Stored data entries:
▬▬▬

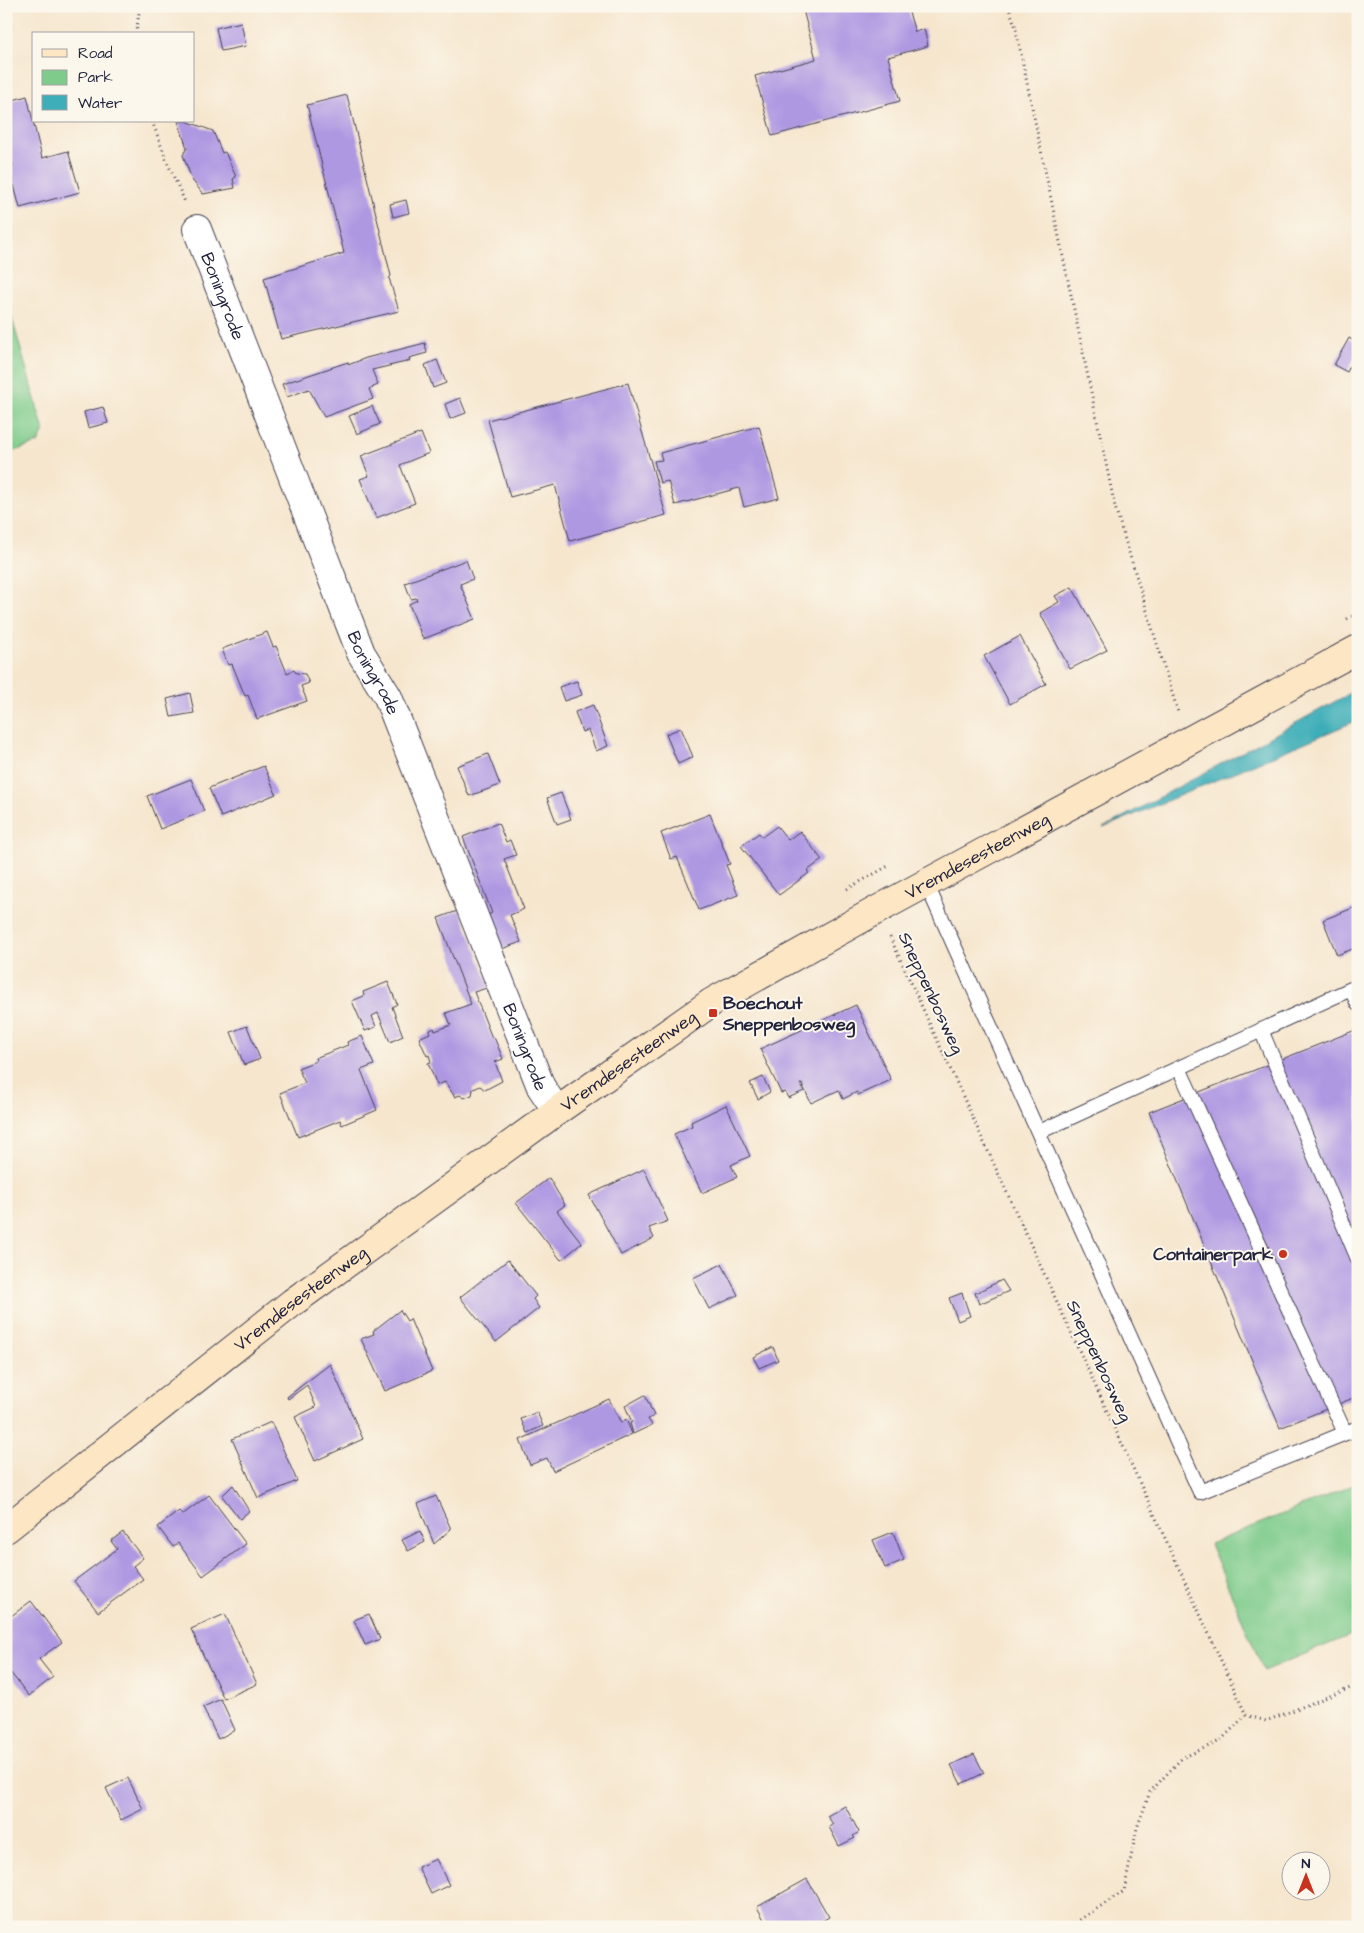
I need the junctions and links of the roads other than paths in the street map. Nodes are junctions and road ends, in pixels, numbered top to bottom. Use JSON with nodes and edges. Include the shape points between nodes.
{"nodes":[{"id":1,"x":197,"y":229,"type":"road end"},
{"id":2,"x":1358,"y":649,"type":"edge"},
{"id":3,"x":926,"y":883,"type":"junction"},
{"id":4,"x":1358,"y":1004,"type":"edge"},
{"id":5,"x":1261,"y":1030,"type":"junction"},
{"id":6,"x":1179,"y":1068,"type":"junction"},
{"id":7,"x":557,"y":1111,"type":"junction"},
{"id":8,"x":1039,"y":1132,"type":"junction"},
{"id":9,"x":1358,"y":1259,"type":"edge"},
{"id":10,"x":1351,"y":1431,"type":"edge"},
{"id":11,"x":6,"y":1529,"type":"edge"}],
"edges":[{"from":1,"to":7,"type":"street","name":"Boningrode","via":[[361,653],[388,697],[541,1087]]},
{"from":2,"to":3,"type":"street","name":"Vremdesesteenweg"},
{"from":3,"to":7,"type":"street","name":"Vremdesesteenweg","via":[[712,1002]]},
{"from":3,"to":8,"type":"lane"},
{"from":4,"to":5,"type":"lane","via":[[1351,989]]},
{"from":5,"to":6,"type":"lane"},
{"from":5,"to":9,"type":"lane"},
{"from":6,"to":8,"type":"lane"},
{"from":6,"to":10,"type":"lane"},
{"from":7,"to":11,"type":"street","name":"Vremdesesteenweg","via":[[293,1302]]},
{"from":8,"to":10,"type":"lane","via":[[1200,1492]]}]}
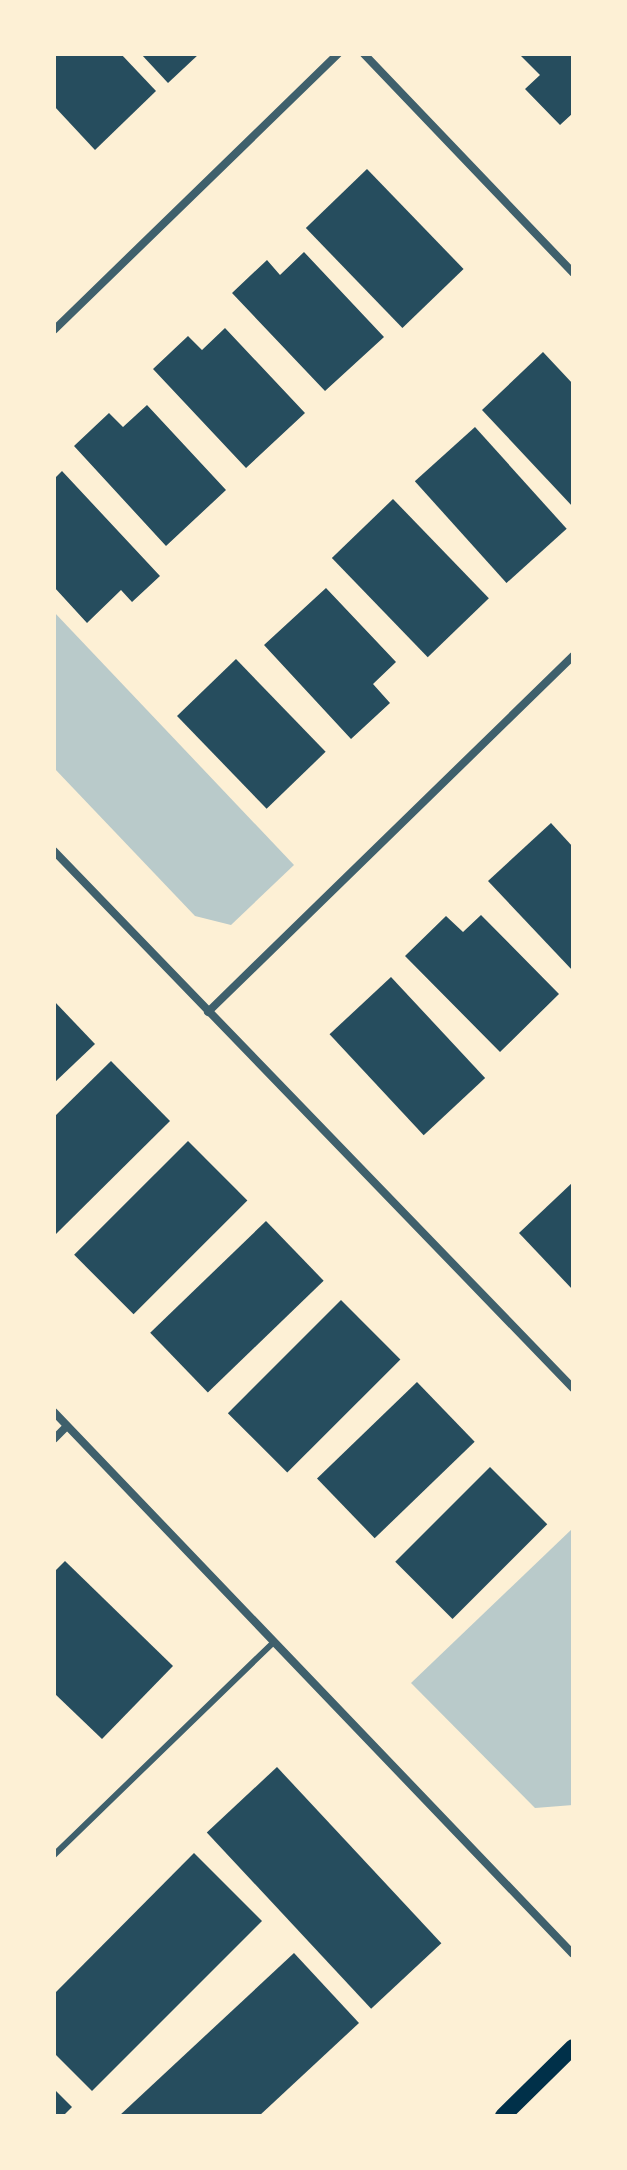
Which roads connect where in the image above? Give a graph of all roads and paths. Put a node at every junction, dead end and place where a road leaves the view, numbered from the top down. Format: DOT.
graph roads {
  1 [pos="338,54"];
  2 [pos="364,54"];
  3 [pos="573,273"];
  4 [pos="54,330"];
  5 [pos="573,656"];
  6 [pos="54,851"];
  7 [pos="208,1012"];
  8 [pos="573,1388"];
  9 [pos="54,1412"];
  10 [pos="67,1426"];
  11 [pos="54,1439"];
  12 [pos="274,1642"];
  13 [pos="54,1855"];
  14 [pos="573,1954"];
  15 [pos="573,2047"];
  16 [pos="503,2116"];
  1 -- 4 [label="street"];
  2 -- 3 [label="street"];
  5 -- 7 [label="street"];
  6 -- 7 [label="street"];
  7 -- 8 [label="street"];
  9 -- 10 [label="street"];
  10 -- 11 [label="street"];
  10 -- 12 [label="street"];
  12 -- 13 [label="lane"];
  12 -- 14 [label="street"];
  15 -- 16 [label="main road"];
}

▬▬▬

◆ Exercise directions
Reproduce the lines above exactly, image-free.

◆ Your solution
I need the junctions and links of the roads other than paths in the street map. Nodes are junctions and road ends, in pixels, numbered top to bottom. Use JSON with nodes and edges. Include the shape points between nodes.
{"nodes":[{"id":1,"x":197,"y":229,"type":"road end"},
{"id":2,"x":1358,"y":649,"type":"edge"},
{"id":3,"x":926,"y":883,"type":"junction"},
{"id":4,"x":1358,"y":1004,"type":"edge"},
{"id":5,"x":1261,"y":1030,"type":"junction"},
{"id":6,"x":1179,"y":1068,"type":"junction"},
{"id":7,"x":557,"y":1111,"type":"junction"},
{"id":8,"x":1039,"y":1132,"type":"junction"},
{"id":9,"x":1358,"y":1259,"type":"edge"},
{"id":10,"x":1351,"y":1431,"type":"edge"},
{"id":11,"x":6,"y":1529,"type":"edge"}],
"edges":[{"from":1,"to":7,"type":"street","name":"Boningrode","via":[[361,653],[388,697],[541,1087]]},
{"from":2,"to":3,"type":"street","name":"Vremdesesteenweg"},
{"from":3,"to":7,"type":"street","name":"Vremdesesteenweg","via":[[712,1002]]},
{"from":3,"to":8,"type":"lane"},
{"from":4,"to":5,"type":"lane","via":[[1351,989]]},
{"from":5,"to":6,"type":"lane"},
{"from":5,"to":9,"type":"lane"},
{"from":6,"to":8,"type":"lane"},
{"from":6,"to":10,"type":"lane"},
{"from":7,"to":11,"type":"street","name":"Vremdesesteenweg","via":[[293,1302]]},
{"from":8,"to":10,"type":"lane","via":[[1200,1492]]}]}
Which roads connect where in the image above? Give a graph of all roads and paths. Put a node at every junction, dead end and place where a road leaves the view, numbered from the top down. Format: DOT.
graph roads {
  1 [pos="338,54"];
  2 [pos="364,54"];
  3 [pos="573,273"];
  4 [pos="54,330"];
  5 [pos="573,656"];
  6 [pos="54,851"];
  7 [pos="208,1012"];
  8 [pos="573,1388"];
  9 [pos="54,1412"];
  10 [pos="67,1426"];
  11 [pos="54,1439"];
  12 [pos="274,1642"];
  13 [pos="54,1855"];
  14 [pos="573,1954"];
  15 [pos="573,2047"];
  16 [pos="503,2116"];
  1 -- 4 [label="street"];
  2 -- 3 [label="street"];
  5 -- 7 [label="street"];
  6 -- 7 [label="street"];
  7 -- 8 [label="street"];
  9 -- 10 [label="street"];
  10 -- 11 [label="street"];
  10 -- 12 [label="street"];
  12 -- 13 [label="lane"];
  12 -- 14 [label="street"];
  15 -- 16 [label="main road"];
}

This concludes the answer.